FMADD D0, D0, D1, D2
LDR LR, [SP], #16
RET
Stepping through the lines of assembly, that first saves a set of registers, performs the floating point operation I want, restores the registers, and returns. For any of that to make sense, you first need to understand the register architecture of the ARM64 processor.
The processor has three main types of register: general-purpose, floating point (including SIMD) and special. When calling and running routines like this, you’re most concerned with the first two, which are explained in detail in ARM’s Procedure Call Standard (references below), and Apple’s platform-specific document (references).
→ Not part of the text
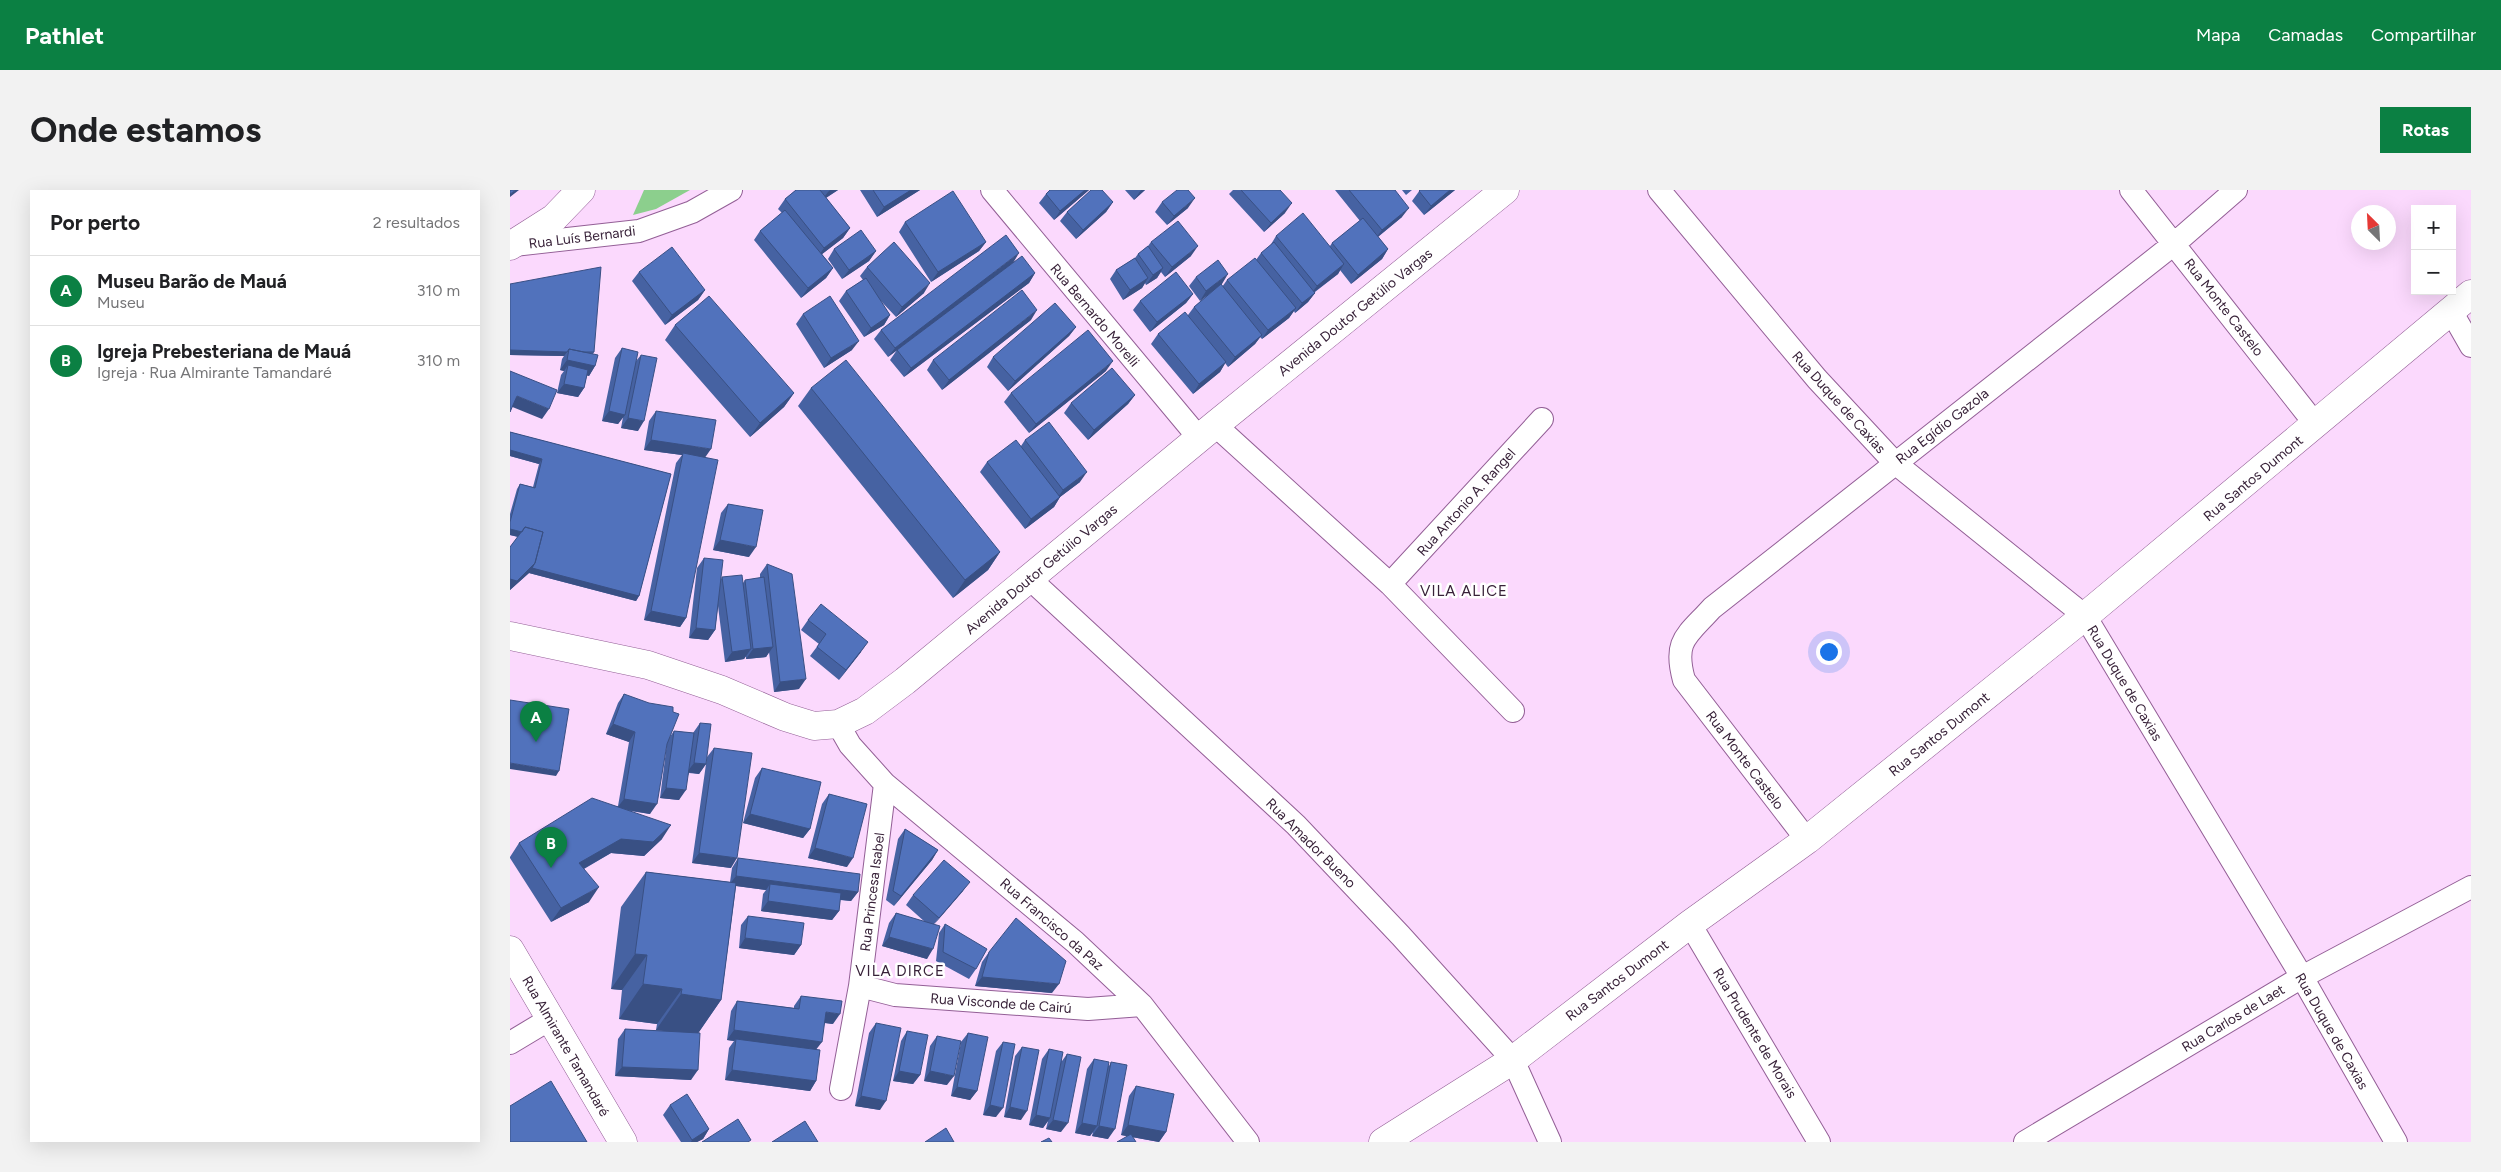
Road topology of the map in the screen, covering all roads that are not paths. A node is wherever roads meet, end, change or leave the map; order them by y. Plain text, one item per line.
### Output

(Tear-out PDF version: armregisterarch)
There are 31 general-purpose registers, each of which can be used for 64- or 32-bit values. When used for 64-bit, they’re named X0 to X30, and for 32-bit they’re W0 to W30.
There are 32 floating point registers, each of which can be used for 128-bit values as V0 to V31, 64-bit as D0 to D31, and 32-bit as S0 to S31.
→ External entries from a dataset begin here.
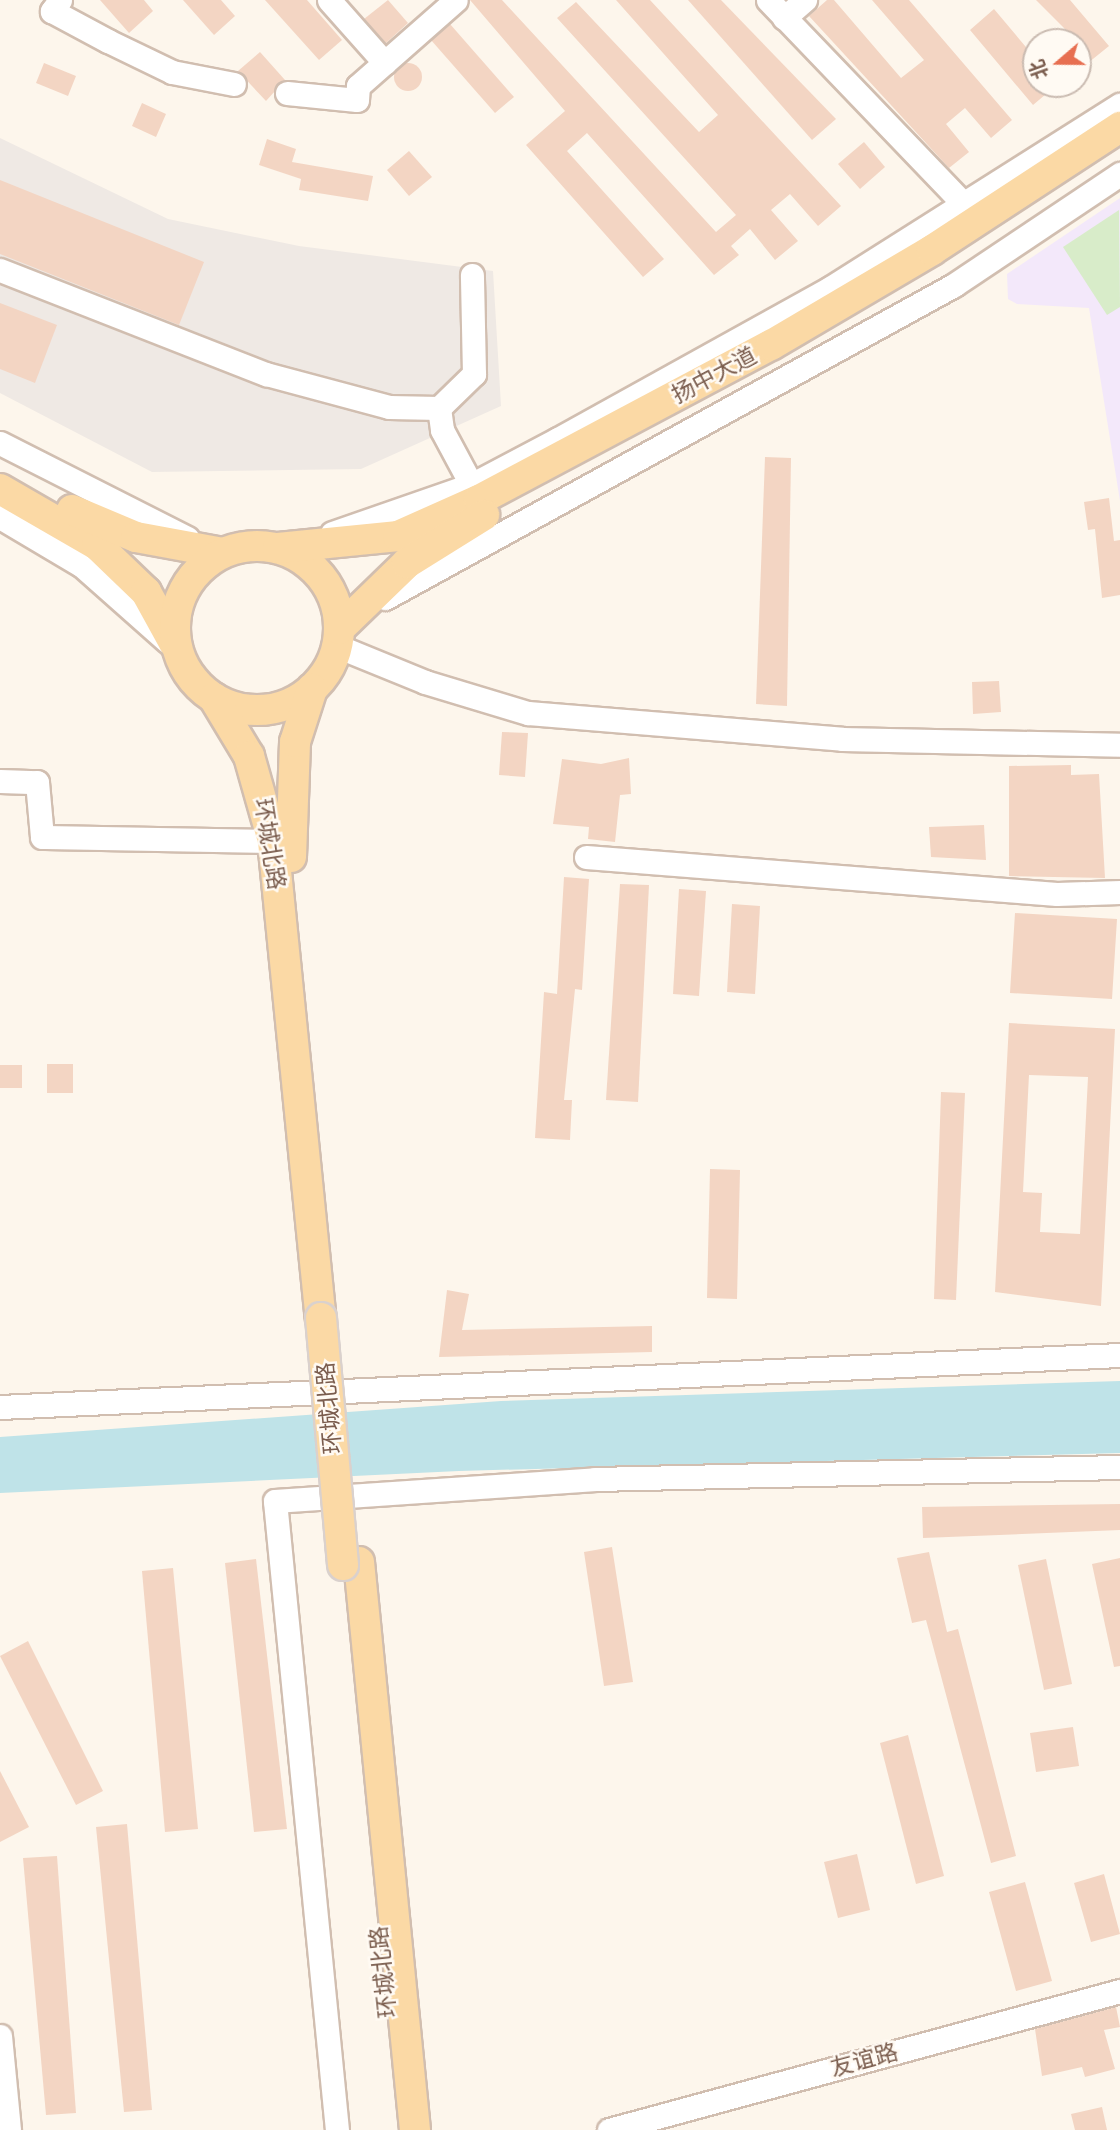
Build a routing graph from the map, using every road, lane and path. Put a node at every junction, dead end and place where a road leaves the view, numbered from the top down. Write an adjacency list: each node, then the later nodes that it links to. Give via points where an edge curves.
1 (60, 0): 8 (street, via 52,11 172,72)
2 (329, 0): 7 (street)
3 (456, 0): 7 (street)
4 (768, 0): 6 (street)
5 (805, 0): 6 (street)
6 (785, 18): 14 (street)
7 (385, 63): 9 (street, via 358,86 357,100)
8 (234, 84)
9 (287, 93)
10 (1120, 105): 14 (street)
11 (1120, 127): 14 (main road, 扬中大道)
12 (1120, 148): 25 (main road, 扬中大道, via 943,267 776,364 488,513 407,563)
13 (1120, 174): 25 (street, via 954,285 776,387 418,576)
14 (972, 213): 21 (main road, 扬中大道, via 771,345)
15 (0, 270): 17 (street, via 266,374 389,407)
16 (472, 275): 17 (street, via 474,374)
17 (439, 408): 21 (street, via 442,430)
18 (0, 443): 24 (street, via 135,516)
19 (0, 468): 24 (main road, via 97,524)
20 (0, 489): 26 (main road, via 97,545 146,592)
21 (475, 493): 23 (main road, 扬中大道, via 398,536)
22 (0, 517): 26 (street, via 80,565)
23 (278, 548): 24 (main road); 25 (main road, via 322,578)
24 (222, 553): 26 (main road, via 185,587 175,618)
25 (338, 637): 27 (main road); 29 (street, via 425,682 528,713 842,739)
26 (177, 650): 28 (main road, via 185,669)
27 (312, 689): 28 (main road, via 264,710); 34 (main road, 环城北路, via 295,741 289,842)
28 (214, 698): 31 (main road, 环城北路, via 249,756)
29 (1120, 745)
30 (0, 781): 31 (street, via 37,782 42,837)
31 (273, 841): 34 (main road, 环城北路)
32 (586, 857): 33 (street, via 1057,894)
33 (1120, 892)
34 (328, 1317): 38 (main road, 环城北路, bridge)
35 (1120, 1355): 36 (street)
36 (0, 1407)
37 (1120, 1467): 43 (street, via 595,1479 275,1501)
38 (351, 1564): 44 (main road, 环城北路); 45 (main road, 环城北路)
39 (1120, 1991): 41 (street, 友谊路)
40 (0, 2036): 42 (street)
41 (634, 2127): 46 (street, 友谊路)
42 (9, 2130)
43 (337, 2130)
44 (398, 2130)
45 (415, 2130)
46 (608, 2130)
For the sake of simplicity, in this series I’ll default to using 64-bit values for integers and floating point wherever possible. This means that the registers I’m going to work with most commonly are the X and D series, as in the example above. In higher language equivalents, they equate to data of types C long
, pointer, Swift Int, C double
and Swift Double.
The first eight registers in each of these two types, X0-X7 and D0-D7, are used to pass arguments to assembly functions, and the first, X0 and D0, are used to return the result of an assembly routine. They are used in order: the first non-floating point argument will be passed in X0, the second in X1, and so on; the first floating point argument will be passed in D0, the second in D1, and so on.
It’s important to remember that these are used according to the register group. For a C wrapper of
extern double burble(long, double, long, double)
the first long will be passed in X0, the first double in D0, the second long in X1, and the second double in D1, with the result being returned in D0, as it’s a double.
This is the simplest way of passing arguments to an assembly routine, in which the value is used, and is placed in the register ready for the routine to access: ‘call by value‘ (or ‘pass by value’). The only result returned, in either X0 or D0, is a single value too.
Passing arrays, structures and other arguments which can’t simply be put into a single register requires a different method, in which a pointer to the data is passed: ‘call by reference‘. This is also used to enable a routine to return more than one result: when an argument is passed as a pointer to a floating point number, for example, if the routine changes the value referenced by that pointer, then that changed value is available to the code which calls that routine.
Let’s suppose that a floating point routine takes three doubles representing x, y and z co-ordinates, and I want it to return three changed doubles representing those co-ordinates transformed into a projected space. As only one floating point number can be returned as a result, in register D0, what we could do instead is pass those co-ordinates by reference,
extern void transform(*double, *double, *double)
In Swift, we might call that in turn as
transform(&x, &y, &z)
to pass the addresses of those Doubles.
In an assembly routine, calling by value is simplest, as the values are available direct from the designated registers. Calling by reference is a bit more complicated, though, as before the routine can access values it first has to load them from the address passed. And that’s where my next article starts.
References
Code in Assembly for Apple Silicon with the AsmAttic app (previous article on this blog)
Procedure Call Standard for the Arm 64-bit Architecture (ARM) from Github
Writing ARM64 Code for Apple Platforms (Apple)
Stephen Smith (2020) Programming with 64-Bit ARM Assembly Language, Apress, ISBN 978 1 4842 5880 4.
Daniel Kusswurm (2020) Modern Arm Assembly Language Programming, Apress, ISBN 978 1 4842 6266 5.
ARM64 Instruction Set Reference (ARM).